» **Your task**
Output each entry exactly as written.

» **The records**
◇ ◇ ◇

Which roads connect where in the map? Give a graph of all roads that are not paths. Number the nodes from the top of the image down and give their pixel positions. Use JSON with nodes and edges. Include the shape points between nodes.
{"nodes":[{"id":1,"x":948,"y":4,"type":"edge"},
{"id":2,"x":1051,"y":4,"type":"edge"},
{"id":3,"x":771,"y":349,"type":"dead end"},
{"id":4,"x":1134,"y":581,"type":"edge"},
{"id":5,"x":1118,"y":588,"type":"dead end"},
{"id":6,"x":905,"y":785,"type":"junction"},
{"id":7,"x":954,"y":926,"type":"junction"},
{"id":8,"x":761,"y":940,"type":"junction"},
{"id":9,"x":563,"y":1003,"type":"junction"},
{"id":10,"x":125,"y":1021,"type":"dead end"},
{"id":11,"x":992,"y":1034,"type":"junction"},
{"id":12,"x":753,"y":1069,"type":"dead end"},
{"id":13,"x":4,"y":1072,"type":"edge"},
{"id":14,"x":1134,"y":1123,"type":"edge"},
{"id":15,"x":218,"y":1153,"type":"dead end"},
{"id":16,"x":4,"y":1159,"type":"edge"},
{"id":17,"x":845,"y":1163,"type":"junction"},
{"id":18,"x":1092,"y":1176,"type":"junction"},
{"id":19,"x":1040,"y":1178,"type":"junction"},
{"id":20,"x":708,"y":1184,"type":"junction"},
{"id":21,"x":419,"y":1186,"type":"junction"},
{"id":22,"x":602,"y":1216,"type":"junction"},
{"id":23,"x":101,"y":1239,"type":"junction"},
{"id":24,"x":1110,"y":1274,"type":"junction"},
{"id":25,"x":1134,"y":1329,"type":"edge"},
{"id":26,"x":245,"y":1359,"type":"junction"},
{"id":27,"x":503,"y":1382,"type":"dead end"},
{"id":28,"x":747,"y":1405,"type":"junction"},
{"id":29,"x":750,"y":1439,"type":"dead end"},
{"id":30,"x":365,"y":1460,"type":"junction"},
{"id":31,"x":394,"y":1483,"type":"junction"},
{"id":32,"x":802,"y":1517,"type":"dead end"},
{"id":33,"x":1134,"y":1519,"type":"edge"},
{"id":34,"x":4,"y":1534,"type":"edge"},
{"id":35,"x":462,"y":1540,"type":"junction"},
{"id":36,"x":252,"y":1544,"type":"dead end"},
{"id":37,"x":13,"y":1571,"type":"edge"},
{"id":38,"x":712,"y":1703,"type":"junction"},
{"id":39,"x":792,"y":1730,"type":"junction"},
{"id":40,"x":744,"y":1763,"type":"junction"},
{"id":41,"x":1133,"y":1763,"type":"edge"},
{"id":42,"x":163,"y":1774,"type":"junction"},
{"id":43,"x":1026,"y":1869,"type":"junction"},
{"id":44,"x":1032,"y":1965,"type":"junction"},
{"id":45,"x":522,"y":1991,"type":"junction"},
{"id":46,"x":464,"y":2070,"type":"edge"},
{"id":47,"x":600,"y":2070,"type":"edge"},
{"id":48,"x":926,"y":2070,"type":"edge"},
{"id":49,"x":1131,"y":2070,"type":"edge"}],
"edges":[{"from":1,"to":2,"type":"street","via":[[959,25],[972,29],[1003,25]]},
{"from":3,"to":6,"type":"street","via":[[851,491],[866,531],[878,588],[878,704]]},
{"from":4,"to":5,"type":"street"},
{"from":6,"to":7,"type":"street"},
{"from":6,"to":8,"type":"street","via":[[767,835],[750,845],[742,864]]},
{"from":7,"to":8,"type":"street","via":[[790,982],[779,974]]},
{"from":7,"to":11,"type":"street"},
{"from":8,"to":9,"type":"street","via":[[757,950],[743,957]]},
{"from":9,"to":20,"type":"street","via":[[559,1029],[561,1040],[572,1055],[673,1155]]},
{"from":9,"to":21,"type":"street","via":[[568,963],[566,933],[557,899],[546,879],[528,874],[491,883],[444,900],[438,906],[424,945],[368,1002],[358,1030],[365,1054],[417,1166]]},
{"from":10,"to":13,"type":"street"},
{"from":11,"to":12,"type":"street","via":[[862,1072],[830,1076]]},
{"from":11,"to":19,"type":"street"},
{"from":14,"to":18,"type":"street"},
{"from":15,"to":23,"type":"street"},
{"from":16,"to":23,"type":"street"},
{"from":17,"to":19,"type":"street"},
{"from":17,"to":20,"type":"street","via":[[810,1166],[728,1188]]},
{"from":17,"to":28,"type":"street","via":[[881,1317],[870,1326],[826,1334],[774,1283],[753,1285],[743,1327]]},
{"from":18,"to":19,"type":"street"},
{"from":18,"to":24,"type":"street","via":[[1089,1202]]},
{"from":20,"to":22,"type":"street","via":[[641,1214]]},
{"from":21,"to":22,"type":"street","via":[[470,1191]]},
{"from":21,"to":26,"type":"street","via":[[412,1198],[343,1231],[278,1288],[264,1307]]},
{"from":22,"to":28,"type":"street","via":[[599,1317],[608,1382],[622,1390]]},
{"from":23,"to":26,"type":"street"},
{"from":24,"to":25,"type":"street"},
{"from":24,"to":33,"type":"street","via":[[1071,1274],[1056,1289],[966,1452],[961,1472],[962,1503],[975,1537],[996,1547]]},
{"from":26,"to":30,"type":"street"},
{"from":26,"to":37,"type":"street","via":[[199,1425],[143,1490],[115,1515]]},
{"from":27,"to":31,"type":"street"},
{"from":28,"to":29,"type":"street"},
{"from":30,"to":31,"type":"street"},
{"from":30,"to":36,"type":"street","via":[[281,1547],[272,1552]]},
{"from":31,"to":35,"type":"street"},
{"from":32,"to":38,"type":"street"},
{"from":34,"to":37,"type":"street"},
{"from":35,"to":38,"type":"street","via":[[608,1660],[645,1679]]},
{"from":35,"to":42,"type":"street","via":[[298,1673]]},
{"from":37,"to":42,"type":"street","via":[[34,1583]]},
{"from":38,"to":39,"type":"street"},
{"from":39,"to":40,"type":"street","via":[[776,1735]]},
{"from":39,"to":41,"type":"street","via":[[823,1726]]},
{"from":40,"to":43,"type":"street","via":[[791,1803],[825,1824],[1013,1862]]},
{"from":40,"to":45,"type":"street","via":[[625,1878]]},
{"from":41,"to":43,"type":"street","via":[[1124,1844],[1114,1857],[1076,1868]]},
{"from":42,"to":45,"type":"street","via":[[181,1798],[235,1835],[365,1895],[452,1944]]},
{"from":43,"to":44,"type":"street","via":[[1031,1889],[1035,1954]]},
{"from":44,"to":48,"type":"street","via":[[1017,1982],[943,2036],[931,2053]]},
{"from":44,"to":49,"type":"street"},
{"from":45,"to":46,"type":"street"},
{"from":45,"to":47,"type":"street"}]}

◇ ◇ ◇

» **Exercise response**
Which roads connect where in the map? Give a graph of all roads that are not paths. Number the nodes from the top of the image down and give their pixel positions. Use JSON with nodes and edges. Include the shape points between nodes.
{"nodes":[{"id":1,"x":948,"y":4,"type":"edge"},
{"id":2,"x":1051,"y":4,"type":"edge"},
{"id":3,"x":771,"y":349,"type":"dead end"},
{"id":4,"x":1134,"y":581,"type":"edge"},
{"id":5,"x":1118,"y":588,"type":"dead end"},
{"id":6,"x":905,"y":785,"type":"junction"},
{"id":7,"x":954,"y":926,"type":"junction"},
{"id":8,"x":761,"y":940,"type":"junction"},
{"id":9,"x":563,"y":1003,"type":"junction"},
{"id":10,"x":125,"y":1021,"type":"dead end"},
{"id":11,"x":992,"y":1034,"type":"junction"},
{"id":12,"x":753,"y":1069,"type":"dead end"},
{"id":13,"x":4,"y":1072,"type":"edge"},
{"id":14,"x":1134,"y":1123,"type":"edge"},
{"id":15,"x":218,"y":1153,"type":"dead end"},
{"id":16,"x":4,"y":1159,"type":"edge"},
{"id":17,"x":845,"y":1163,"type":"junction"},
{"id":18,"x":1092,"y":1176,"type":"junction"},
{"id":19,"x":1040,"y":1178,"type":"junction"},
{"id":20,"x":708,"y":1184,"type":"junction"},
{"id":21,"x":419,"y":1186,"type":"junction"},
{"id":22,"x":602,"y":1216,"type":"junction"},
{"id":23,"x":101,"y":1239,"type":"junction"},
{"id":24,"x":1110,"y":1274,"type":"junction"},
{"id":25,"x":1134,"y":1329,"type":"edge"},
{"id":26,"x":245,"y":1359,"type":"junction"},
{"id":27,"x":503,"y":1382,"type":"dead end"},
{"id":28,"x":747,"y":1405,"type":"junction"},
{"id":29,"x":750,"y":1439,"type":"dead end"},
{"id":30,"x":365,"y":1460,"type":"junction"},
{"id":31,"x":394,"y":1483,"type":"junction"},
{"id":32,"x":802,"y":1517,"type":"dead end"},
{"id":33,"x":1134,"y":1519,"type":"edge"},
{"id":34,"x":4,"y":1534,"type":"edge"},
{"id":35,"x":462,"y":1540,"type":"junction"},
{"id":36,"x":252,"y":1544,"type":"dead end"},
{"id":37,"x":13,"y":1571,"type":"edge"},
{"id":38,"x":712,"y":1703,"type":"junction"},
{"id":39,"x":792,"y":1730,"type":"junction"},
{"id":40,"x":744,"y":1763,"type":"junction"},
{"id":41,"x":1133,"y":1763,"type":"edge"},
{"id":42,"x":163,"y":1774,"type":"junction"},
{"id":43,"x":1026,"y":1869,"type":"junction"},
{"id":44,"x":1032,"y":1965,"type":"junction"},
{"id":45,"x":522,"y":1991,"type":"junction"},
{"id":46,"x":464,"y":2070,"type":"edge"},
{"id":47,"x":600,"y":2070,"type":"edge"},
{"id":48,"x":926,"y":2070,"type":"edge"},
{"id":49,"x":1131,"y":2070,"type":"edge"}],
"edges":[{"from":1,"to":2,"type":"street","via":[[959,25],[972,29],[1003,25]]},
{"from":3,"to":6,"type":"street","via":[[851,491],[866,531],[878,588],[878,704]]},
{"from":4,"to":5,"type":"street"},
{"from":6,"to":7,"type":"street"},
{"from":6,"to":8,"type":"street","via":[[767,835],[750,845],[742,864]]},
{"from":7,"to":8,"type":"street","via":[[790,982],[779,974]]},
{"from":7,"to":11,"type":"street"},
{"from":8,"to":9,"type":"street","via":[[757,950],[743,957]]},
{"from":9,"to":20,"type":"street","via":[[559,1029],[561,1040],[572,1055],[673,1155]]},
{"from":9,"to":21,"type":"street","via":[[568,963],[566,933],[557,899],[546,879],[528,874],[491,883],[444,900],[438,906],[424,945],[368,1002],[358,1030],[365,1054],[417,1166]]},
{"from":10,"to":13,"type":"street"},
{"from":11,"to":12,"type":"street","via":[[862,1072],[830,1076]]},
{"from":11,"to":19,"type":"street"},
{"from":14,"to":18,"type":"street"},
{"from":15,"to":23,"type":"street"},
{"from":16,"to":23,"type":"street"},
{"from":17,"to":19,"type":"street"},
{"from":17,"to":20,"type":"street","via":[[810,1166],[728,1188]]},
{"from":17,"to":28,"type":"street","via":[[881,1317],[870,1326],[826,1334],[774,1283],[753,1285],[743,1327]]},
{"from":18,"to":19,"type":"street"},
{"from":18,"to":24,"type":"street","via":[[1089,1202]]},
{"from":20,"to":22,"type":"street","via":[[641,1214]]},
{"from":21,"to":22,"type":"street","via":[[470,1191]]},
{"from":21,"to":26,"type":"street","via":[[412,1198],[343,1231],[278,1288],[264,1307]]},
{"from":22,"to":28,"type":"street","via":[[599,1317],[608,1382],[622,1390]]},
{"from":23,"to":26,"type":"street"},
{"from":24,"to":25,"type":"street"},
{"from":24,"to":33,"type":"street","via":[[1071,1274],[1056,1289],[966,1452],[961,1472],[962,1503],[975,1537],[996,1547]]},
{"from":26,"to":30,"type":"street"},
{"from":26,"to":37,"type":"street","via":[[199,1425],[143,1490],[115,1515]]},
{"from":27,"to":31,"type":"street"},
{"from":28,"to":29,"type":"street"},
{"from":30,"to":31,"type":"street"},
{"from":30,"to":36,"type":"street","via":[[281,1547],[272,1552]]},
{"from":31,"to":35,"type":"street"},
{"from":32,"to":38,"type":"street"},
{"from":34,"to":37,"type":"street"},
{"from":35,"to":38,"type":"street","via":[[608,1660],[645,1679]]},
{"from":35,"to":42,"type":"street","via":[[298,1673]]},
{"from":37,"to":42,"type":"street","via":[[34,1583]]},
{"from":38,"to":39,"type":"street"},
{"from":39,"to":40,"type":"street","via":[[776,1735]]},
{"from":39,"to":41,"type":"street","via":[[823,1726]]},
{"from":40,"to":43,"type":"street","via":[[791,1803],[825,1824],[1013,1862]]},
{"from":40,"to":45,"type":"street","via":[[625,1878]]},
{"from":41,"to":43,"type":"street","via":[[1124,1844],[1114,1857],[1076,1868]]},
{"from":42,"to":45,"type":"street","via":[[181,1798],[235,1835],[365,1895],[452,1944]]},
{"from":43,"to":44,"type":"street","via":[[1031,1889],[1035,1954]]},
{"from":44,"to":48,"type":"street","via":[[1017,1982],[943,2036],[931,2053]]},
{"from":44,"to":49,"type":"street"},
{"from":45,"to":46,"type":"street"},
{"from":45,"to":47,"type":"street"}]}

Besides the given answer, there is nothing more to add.